Questo fatto è stato facilitato in Italia dalle forme istituzionali a base antidemocratica, vincolate da una legislazione che inibisce ogni possibilità di reazione contro lo strapotere di raggruppamenti borghesi economicamente piú forti. Cosí il Parlamento la cui vita è subordinata in definitiva ai poteri discrezionali del re, l'Associazione della magistratura che non è elettiva, ecc.
Collateralmente a questo processo di centralizzazione delle forze borghesi, assistiamo al processo di radicalizzazione della classe lavoratrice, il quale però si svolge con una andatura molto piú lenta del primo.
Il partito comunista con il suo grado ideologico esprime in parte l'estensione di questo processo.
Il fascismo, partendo dal presupposto di risolvere la crisi economica, se ha completamente mancato al suo compito, ha però fornito alla borghesia italiana alcune possibilità per superare senza eccessive scosse la profonda crisi del dopo guerra nel periodo di relativa stabilizzazione.
Naturalmente tutto ciò è avvenuto ai danni della classe lavoratrice.
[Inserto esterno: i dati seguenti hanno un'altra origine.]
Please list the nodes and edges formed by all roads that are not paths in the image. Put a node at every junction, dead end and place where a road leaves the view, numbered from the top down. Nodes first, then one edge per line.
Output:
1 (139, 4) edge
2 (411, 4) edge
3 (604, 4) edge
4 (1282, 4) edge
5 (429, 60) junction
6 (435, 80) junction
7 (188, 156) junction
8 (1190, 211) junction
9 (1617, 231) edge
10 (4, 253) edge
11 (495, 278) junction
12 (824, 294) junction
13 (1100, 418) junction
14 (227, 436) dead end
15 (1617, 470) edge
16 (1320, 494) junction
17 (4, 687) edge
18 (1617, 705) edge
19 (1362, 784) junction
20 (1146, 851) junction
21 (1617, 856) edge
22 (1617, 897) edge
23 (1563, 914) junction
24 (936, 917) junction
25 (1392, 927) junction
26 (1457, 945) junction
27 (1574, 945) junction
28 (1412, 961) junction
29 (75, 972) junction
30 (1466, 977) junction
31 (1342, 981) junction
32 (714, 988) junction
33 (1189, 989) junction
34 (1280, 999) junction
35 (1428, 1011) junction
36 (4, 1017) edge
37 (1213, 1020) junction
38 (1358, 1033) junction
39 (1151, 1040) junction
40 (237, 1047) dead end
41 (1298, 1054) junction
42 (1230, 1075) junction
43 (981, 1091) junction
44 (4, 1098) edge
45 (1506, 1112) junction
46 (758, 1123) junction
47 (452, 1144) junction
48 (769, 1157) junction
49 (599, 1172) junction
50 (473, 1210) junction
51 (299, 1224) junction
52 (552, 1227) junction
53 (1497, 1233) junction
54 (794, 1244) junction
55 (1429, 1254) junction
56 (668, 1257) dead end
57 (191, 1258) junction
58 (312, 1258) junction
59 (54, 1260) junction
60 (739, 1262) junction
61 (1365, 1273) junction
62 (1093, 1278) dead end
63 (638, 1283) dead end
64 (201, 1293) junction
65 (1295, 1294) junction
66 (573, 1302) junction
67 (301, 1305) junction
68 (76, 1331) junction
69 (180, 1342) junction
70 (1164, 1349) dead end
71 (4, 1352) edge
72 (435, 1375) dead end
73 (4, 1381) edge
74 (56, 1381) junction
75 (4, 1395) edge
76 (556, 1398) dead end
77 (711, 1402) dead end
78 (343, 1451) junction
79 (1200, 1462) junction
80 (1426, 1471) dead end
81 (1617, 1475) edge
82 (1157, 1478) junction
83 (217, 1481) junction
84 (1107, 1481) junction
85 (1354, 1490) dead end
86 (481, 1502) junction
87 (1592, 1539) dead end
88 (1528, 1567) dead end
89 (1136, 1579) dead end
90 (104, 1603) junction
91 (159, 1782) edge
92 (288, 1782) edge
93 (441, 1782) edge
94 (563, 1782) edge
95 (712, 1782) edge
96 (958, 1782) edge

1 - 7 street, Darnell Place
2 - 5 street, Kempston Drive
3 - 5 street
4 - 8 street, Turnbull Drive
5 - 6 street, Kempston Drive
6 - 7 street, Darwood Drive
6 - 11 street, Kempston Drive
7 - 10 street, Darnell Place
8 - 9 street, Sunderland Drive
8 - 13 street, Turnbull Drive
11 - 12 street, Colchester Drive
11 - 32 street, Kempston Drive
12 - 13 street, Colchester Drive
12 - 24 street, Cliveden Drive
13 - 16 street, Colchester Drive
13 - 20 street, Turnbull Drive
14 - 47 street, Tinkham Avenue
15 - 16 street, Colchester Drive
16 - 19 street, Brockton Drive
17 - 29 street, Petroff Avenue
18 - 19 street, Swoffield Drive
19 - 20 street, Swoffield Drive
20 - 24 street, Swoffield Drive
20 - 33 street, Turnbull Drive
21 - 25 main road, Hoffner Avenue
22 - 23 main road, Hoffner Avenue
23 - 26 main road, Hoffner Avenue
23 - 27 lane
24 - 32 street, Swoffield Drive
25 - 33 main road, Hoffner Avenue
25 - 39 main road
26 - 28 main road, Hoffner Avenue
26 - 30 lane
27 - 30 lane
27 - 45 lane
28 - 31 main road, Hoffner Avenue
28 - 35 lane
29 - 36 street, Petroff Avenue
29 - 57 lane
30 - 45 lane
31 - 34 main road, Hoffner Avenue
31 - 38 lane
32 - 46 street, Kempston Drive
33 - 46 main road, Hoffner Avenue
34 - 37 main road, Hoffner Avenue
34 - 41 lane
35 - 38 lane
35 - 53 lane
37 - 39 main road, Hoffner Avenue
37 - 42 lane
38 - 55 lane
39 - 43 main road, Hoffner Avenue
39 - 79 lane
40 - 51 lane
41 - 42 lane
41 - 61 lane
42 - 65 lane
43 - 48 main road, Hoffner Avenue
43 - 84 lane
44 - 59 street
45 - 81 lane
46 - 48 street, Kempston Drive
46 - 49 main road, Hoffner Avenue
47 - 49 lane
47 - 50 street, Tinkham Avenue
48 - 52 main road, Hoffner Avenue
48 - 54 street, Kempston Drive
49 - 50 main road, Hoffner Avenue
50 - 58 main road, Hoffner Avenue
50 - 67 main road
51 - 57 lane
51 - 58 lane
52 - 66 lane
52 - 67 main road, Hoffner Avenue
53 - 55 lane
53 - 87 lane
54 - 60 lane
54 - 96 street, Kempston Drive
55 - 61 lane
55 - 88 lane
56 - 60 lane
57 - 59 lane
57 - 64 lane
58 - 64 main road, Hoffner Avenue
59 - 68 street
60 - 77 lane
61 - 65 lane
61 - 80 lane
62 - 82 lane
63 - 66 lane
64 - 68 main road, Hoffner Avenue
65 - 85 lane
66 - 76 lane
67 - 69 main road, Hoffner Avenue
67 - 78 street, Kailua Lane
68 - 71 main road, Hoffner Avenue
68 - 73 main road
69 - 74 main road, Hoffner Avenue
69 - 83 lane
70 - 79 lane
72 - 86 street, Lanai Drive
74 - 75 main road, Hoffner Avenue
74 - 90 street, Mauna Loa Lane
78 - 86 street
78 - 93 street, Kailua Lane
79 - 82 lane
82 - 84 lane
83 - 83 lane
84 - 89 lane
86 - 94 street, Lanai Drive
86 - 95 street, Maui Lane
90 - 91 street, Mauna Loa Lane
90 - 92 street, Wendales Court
La crisi economica italiana contenuta in determinati limiti non mancherà di acutizzarsi, e le ripercussioni di questa acutizzazione già si profilano all'orizzonte con le agitazioni proletarie e contadine che ne attestano il loro grado di insofferenza economica e politica.
Per il proletariato italiano sono date oggi tutte le condizioni oggettive per la conquista del potere.
Ma ciò non basta. Il grado di maturità politica di larghi strati di masse specialmente contadine ritarda su quello dei proletari, l'influenza dei partiti politici pseudoproletari, di cricche, non è ancora distrutta.